AIM OF THE TASK: This exercise calls for every line of the data below with the string "Hargrave" in it.

MATERIAL PROVIDED:

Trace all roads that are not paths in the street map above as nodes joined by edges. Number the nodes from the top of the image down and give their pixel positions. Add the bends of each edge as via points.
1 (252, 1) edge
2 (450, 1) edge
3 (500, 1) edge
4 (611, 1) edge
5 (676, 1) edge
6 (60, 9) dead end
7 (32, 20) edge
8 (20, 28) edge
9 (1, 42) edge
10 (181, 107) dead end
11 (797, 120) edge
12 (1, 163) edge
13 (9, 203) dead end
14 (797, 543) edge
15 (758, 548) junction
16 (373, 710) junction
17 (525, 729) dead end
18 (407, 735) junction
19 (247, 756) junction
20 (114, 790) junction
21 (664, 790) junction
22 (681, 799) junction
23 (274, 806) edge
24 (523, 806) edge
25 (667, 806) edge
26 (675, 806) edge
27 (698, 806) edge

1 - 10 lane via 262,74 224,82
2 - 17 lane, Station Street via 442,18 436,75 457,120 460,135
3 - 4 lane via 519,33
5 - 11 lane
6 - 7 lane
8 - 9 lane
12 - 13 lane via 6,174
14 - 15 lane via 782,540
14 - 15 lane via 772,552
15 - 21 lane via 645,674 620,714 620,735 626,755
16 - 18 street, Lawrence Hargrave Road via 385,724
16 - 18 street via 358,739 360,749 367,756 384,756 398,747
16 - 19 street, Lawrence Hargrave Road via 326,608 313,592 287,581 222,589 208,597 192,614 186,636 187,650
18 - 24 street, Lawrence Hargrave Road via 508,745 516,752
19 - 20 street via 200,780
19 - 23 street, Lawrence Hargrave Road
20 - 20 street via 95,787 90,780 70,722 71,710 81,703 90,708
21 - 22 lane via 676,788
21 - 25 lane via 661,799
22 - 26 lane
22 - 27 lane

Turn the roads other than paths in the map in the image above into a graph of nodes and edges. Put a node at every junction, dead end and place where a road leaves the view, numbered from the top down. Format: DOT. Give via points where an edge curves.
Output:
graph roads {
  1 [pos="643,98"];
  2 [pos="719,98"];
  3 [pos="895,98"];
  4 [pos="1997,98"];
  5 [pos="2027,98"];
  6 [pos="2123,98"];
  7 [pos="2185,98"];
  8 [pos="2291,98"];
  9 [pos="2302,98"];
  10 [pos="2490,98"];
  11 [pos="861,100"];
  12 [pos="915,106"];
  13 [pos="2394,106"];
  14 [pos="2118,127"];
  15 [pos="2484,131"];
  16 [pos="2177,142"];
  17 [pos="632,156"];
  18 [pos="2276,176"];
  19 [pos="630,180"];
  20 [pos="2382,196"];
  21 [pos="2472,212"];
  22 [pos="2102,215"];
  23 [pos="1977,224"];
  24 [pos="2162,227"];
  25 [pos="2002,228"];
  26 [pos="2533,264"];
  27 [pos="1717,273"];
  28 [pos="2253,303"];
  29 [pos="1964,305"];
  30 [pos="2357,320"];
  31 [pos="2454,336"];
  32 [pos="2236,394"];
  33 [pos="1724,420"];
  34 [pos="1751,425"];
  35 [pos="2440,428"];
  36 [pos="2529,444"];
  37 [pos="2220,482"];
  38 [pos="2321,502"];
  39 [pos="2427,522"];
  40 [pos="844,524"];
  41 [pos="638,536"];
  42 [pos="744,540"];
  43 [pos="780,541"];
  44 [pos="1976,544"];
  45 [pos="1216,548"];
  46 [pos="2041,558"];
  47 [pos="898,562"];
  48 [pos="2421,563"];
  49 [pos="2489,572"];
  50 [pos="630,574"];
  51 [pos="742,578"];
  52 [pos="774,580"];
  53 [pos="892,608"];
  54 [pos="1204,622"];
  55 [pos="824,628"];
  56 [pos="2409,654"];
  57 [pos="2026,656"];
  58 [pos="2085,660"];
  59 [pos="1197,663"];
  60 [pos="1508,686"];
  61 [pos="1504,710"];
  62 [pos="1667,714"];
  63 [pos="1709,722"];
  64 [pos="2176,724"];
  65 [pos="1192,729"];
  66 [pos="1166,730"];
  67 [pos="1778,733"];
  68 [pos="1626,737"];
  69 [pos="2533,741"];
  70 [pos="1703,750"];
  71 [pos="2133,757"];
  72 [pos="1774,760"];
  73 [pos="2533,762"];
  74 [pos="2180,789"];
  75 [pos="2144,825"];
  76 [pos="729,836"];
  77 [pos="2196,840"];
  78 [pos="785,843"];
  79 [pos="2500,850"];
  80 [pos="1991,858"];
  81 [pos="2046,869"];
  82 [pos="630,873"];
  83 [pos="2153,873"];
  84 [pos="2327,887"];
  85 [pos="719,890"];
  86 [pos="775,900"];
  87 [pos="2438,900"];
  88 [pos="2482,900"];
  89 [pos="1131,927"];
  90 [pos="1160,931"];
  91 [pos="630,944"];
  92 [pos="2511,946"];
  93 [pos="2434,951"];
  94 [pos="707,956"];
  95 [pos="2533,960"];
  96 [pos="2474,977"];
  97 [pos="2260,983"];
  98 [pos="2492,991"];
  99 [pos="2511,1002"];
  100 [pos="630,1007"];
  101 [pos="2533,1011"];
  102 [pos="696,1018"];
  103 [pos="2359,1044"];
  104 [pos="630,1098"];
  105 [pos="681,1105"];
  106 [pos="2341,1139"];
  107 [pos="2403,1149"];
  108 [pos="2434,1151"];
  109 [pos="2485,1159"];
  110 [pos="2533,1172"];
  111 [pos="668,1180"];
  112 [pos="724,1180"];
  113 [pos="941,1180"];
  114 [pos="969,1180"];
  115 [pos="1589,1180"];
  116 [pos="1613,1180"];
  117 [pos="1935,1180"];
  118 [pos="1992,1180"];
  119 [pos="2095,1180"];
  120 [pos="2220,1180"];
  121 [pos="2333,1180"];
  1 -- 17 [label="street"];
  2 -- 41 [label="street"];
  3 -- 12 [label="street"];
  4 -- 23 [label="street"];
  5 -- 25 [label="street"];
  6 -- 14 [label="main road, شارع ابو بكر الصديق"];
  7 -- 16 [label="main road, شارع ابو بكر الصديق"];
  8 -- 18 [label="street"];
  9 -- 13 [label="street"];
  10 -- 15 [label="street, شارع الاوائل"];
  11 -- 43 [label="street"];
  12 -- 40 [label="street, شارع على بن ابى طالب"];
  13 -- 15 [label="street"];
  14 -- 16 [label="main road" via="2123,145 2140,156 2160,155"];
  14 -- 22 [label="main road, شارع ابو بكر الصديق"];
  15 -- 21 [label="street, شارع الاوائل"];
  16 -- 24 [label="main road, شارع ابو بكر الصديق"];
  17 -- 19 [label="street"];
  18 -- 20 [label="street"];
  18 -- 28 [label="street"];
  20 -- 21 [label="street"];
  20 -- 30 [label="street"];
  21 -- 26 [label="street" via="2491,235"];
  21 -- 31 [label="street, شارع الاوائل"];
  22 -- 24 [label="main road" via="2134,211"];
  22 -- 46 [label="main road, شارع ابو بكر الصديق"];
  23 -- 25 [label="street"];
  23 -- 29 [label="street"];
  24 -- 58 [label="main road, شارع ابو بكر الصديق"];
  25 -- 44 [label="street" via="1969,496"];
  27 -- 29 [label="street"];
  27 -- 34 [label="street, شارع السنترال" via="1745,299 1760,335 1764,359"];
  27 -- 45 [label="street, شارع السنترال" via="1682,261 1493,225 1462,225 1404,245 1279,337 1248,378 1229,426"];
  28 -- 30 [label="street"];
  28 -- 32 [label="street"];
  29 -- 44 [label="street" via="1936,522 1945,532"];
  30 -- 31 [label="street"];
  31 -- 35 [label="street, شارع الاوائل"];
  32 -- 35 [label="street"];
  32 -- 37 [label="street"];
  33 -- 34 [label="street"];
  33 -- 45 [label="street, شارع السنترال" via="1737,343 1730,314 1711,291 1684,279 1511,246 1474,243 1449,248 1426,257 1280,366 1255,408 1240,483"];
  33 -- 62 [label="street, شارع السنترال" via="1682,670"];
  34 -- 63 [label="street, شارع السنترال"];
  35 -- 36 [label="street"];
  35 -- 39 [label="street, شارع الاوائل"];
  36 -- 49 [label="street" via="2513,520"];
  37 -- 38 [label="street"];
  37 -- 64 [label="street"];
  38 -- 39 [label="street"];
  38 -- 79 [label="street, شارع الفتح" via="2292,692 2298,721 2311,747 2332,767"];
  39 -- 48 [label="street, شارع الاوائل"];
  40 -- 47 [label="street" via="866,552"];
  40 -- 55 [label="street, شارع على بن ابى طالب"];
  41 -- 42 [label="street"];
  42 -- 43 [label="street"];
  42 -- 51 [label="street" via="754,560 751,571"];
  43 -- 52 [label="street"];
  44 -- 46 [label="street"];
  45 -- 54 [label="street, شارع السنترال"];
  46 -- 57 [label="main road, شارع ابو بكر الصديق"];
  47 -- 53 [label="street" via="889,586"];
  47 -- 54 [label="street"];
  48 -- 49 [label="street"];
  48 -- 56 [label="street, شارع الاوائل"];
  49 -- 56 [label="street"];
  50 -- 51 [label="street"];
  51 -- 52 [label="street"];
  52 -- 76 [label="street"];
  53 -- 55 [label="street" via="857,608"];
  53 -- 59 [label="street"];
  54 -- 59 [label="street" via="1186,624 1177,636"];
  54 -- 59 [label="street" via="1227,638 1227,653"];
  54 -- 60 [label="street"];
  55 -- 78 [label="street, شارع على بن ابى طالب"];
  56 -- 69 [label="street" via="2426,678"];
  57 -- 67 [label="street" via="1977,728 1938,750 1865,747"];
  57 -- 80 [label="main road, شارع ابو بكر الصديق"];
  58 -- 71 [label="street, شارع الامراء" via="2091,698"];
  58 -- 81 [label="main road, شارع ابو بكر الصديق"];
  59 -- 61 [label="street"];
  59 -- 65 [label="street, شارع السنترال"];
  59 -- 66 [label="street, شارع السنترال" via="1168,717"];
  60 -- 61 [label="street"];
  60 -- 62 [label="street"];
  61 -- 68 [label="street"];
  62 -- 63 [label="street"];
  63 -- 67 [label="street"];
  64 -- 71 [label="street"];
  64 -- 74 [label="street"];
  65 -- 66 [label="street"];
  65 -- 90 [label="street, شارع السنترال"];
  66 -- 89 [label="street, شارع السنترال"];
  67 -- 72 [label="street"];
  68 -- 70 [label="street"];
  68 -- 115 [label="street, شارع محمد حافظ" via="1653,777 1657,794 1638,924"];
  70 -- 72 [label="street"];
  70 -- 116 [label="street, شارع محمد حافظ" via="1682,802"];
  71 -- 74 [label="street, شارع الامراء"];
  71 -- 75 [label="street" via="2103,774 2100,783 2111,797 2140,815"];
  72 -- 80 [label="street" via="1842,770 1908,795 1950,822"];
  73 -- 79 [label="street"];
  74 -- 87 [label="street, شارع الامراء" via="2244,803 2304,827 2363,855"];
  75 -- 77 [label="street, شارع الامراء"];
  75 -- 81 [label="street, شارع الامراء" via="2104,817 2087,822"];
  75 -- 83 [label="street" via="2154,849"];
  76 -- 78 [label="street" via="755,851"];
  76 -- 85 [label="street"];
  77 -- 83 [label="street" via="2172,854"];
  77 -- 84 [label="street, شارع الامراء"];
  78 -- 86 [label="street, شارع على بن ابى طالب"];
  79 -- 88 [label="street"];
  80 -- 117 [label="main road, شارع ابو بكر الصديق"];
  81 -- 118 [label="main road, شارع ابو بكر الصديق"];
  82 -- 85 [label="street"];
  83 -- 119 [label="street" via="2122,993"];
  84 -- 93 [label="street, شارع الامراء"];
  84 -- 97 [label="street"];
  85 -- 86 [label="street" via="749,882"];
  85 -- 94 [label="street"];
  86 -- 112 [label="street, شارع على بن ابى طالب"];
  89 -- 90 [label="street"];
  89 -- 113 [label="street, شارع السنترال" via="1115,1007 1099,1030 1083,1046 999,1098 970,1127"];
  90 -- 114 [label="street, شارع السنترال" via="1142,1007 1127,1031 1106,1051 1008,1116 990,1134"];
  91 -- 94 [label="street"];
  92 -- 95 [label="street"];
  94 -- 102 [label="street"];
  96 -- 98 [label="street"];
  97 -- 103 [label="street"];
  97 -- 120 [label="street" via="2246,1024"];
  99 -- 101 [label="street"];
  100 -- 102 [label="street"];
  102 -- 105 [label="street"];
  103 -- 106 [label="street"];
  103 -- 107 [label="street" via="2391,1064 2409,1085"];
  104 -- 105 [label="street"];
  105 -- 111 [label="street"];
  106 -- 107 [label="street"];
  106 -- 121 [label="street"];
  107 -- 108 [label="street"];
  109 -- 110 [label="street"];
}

COMPLETED EXERCISE:
16 - 18 street, Lawrence Hargrave Road via 385,724
16 - 19 street, Lawrence Hargrave Road via 326,608 313,592 287,581 222,589 208,597 192,614 186,636 187,650
18 - 24 street, Lawrence Hargrave Road via 508,745 516,752
19 - 23 street, Lawrence Hargrave Road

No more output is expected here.